Is this behavior defined or not?

Not.

long (*ptr)[1] = NULL;
long v = (long) *ptr;

printf("%ld\n", v);

It works because by dereferencing pointer to array we are receiving an array itself, then that array decaying to pointer to it's first element.

No, you are confusing type with value. It is true that the expression *ptr on the second line has type long[1], but evaluating that expression produces undefined behavior regardless of the data type, and regardless of the automatic conversion that would be applied to the result if it were defined.

The relevant section of the spec is paragraph 6.5.2.3/4:

The unary * operator denotes indirection. If the operand points to a function, the result is a function designator; if it points to an object, the result is an lvalue designating the object. If the operand has type ''pointer to type'', the result has type ''type''. If an invalid value has been assigned to the pointer, the behavior of the unary * operator is undefined.

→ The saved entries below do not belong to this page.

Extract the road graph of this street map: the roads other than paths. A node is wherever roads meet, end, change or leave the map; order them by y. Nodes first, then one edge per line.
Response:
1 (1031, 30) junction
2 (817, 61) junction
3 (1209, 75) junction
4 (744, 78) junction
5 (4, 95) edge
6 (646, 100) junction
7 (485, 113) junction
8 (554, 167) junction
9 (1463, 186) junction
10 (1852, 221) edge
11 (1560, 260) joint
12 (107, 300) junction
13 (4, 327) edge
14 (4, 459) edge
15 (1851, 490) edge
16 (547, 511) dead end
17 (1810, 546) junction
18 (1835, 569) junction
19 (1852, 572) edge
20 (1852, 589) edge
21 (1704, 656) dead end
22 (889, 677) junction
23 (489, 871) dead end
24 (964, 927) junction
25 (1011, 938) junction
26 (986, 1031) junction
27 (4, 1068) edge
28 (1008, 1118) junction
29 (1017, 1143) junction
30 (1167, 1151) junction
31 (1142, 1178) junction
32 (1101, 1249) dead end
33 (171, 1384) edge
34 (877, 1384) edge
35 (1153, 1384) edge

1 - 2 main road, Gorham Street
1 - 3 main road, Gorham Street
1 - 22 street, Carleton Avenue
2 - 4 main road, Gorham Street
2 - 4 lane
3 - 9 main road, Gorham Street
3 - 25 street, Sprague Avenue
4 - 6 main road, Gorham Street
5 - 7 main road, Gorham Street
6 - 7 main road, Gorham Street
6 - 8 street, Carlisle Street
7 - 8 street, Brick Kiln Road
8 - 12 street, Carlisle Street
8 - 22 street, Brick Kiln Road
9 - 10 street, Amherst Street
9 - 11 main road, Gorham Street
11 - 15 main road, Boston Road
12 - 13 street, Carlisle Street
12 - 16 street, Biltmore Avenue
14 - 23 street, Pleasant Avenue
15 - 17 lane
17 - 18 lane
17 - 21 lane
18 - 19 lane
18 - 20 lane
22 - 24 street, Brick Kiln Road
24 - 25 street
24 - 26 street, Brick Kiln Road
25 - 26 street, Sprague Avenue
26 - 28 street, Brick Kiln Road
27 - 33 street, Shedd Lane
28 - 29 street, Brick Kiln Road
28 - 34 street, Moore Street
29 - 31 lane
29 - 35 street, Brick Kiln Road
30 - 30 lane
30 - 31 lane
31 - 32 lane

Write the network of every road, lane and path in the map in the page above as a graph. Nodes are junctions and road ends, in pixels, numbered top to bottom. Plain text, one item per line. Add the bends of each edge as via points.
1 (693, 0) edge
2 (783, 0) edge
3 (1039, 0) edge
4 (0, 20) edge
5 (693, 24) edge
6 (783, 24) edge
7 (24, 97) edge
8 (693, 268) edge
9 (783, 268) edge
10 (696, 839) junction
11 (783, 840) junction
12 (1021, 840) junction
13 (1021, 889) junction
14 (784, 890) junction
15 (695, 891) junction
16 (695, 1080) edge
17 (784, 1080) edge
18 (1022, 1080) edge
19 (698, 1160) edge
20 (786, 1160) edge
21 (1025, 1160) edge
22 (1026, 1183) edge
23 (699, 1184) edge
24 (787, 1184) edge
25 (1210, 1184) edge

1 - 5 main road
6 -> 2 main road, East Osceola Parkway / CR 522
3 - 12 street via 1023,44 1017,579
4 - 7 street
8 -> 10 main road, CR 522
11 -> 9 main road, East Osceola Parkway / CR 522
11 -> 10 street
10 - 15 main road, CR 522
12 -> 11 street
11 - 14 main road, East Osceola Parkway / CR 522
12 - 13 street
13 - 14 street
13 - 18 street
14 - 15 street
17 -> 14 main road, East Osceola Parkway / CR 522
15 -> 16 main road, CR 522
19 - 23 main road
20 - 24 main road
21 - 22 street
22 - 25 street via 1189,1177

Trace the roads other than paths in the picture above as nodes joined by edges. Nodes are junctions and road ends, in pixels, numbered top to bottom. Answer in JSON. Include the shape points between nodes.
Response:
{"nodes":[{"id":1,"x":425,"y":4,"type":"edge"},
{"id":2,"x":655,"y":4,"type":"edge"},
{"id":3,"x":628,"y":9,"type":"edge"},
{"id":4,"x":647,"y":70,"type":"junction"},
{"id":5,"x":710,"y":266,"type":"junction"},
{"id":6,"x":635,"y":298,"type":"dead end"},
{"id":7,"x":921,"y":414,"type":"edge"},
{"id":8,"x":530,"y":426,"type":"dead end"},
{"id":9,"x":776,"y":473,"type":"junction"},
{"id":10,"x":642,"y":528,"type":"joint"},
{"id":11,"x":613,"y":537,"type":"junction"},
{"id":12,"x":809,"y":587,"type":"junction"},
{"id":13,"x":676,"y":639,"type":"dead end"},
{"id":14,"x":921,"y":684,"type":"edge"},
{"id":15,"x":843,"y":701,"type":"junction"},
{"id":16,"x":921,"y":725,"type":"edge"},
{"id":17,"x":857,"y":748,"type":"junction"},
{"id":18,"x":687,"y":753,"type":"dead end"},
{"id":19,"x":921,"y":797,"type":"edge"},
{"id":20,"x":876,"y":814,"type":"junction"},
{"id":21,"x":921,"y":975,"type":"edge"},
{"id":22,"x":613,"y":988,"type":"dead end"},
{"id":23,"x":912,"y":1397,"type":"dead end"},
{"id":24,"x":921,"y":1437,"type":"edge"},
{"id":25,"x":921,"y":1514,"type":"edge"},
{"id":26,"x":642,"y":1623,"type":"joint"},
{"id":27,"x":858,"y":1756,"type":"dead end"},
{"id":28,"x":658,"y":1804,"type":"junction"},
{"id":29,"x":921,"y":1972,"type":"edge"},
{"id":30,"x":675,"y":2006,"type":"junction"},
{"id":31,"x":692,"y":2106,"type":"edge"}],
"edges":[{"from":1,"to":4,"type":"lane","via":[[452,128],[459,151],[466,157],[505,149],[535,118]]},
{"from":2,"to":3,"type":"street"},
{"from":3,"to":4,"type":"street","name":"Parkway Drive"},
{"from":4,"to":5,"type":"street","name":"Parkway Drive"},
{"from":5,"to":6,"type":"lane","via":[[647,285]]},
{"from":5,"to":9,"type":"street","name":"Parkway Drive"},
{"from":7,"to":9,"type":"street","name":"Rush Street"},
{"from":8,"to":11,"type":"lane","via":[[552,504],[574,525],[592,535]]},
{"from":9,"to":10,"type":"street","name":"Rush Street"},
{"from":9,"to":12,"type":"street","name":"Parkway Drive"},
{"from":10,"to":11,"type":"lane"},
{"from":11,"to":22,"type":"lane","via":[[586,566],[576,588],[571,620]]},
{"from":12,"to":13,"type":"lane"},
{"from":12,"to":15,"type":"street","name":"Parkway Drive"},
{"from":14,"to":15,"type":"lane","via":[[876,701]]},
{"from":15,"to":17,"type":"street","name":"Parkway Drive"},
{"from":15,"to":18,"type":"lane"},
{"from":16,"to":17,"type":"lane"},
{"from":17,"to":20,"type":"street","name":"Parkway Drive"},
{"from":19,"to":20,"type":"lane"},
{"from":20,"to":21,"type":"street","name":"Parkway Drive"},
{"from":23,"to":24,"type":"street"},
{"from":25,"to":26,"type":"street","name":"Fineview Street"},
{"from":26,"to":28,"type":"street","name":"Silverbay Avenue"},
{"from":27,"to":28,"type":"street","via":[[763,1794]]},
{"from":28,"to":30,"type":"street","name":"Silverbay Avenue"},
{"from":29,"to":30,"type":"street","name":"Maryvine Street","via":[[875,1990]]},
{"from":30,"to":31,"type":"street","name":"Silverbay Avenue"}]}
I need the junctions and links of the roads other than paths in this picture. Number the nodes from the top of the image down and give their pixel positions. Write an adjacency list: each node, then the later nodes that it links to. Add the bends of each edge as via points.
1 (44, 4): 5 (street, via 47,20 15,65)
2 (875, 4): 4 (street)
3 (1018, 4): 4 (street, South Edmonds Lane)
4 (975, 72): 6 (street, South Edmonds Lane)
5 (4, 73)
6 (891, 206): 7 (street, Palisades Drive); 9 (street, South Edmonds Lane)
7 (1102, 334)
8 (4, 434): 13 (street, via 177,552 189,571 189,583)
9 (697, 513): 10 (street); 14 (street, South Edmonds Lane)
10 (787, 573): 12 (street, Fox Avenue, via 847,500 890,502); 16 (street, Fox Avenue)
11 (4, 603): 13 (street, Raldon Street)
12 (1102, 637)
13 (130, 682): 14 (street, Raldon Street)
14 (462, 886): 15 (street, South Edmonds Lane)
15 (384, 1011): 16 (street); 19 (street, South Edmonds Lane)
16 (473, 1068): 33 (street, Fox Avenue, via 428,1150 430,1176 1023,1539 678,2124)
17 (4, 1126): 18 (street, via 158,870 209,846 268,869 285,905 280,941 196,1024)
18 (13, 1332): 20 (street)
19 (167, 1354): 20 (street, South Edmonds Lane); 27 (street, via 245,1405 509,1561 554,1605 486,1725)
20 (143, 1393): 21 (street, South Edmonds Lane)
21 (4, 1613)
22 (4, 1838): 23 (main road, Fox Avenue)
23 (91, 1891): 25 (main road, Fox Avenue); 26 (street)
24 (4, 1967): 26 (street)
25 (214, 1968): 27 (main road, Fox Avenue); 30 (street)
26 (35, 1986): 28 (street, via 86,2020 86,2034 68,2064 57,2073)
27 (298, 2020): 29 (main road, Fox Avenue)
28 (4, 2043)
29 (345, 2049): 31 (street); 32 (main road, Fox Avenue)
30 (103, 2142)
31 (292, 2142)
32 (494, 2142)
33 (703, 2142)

A footnote goes on to clarify that

[...] Among the invalid values for dereferencing a pointer by the unary * operator are a null pointer [...]

It may "work" for you in an empirical sense, but from a language perspective, any output at all or none is a conforming result.

Update:

It may be interesting to note that the answer would be different for explicitly taking the address of *ptr than it is for supposing that array decay will overcome the undefinedness of the dereference. The standard provides that, as a special case, where the operand of the unary & operator is the result of a unary * operator, neither of those operators is evaluated. Provided that all relevant constraints are satisfied, the result is as if they were both omitted altogether, except that it is never an lvalue.

Thus, this is ok:

long (*ptr)[1] = NULL;
long v = (long) &*ptr;

printf("%ld\n", v);

On many implementations it will reliably print 0, but do note that C does not specify that it must be 0.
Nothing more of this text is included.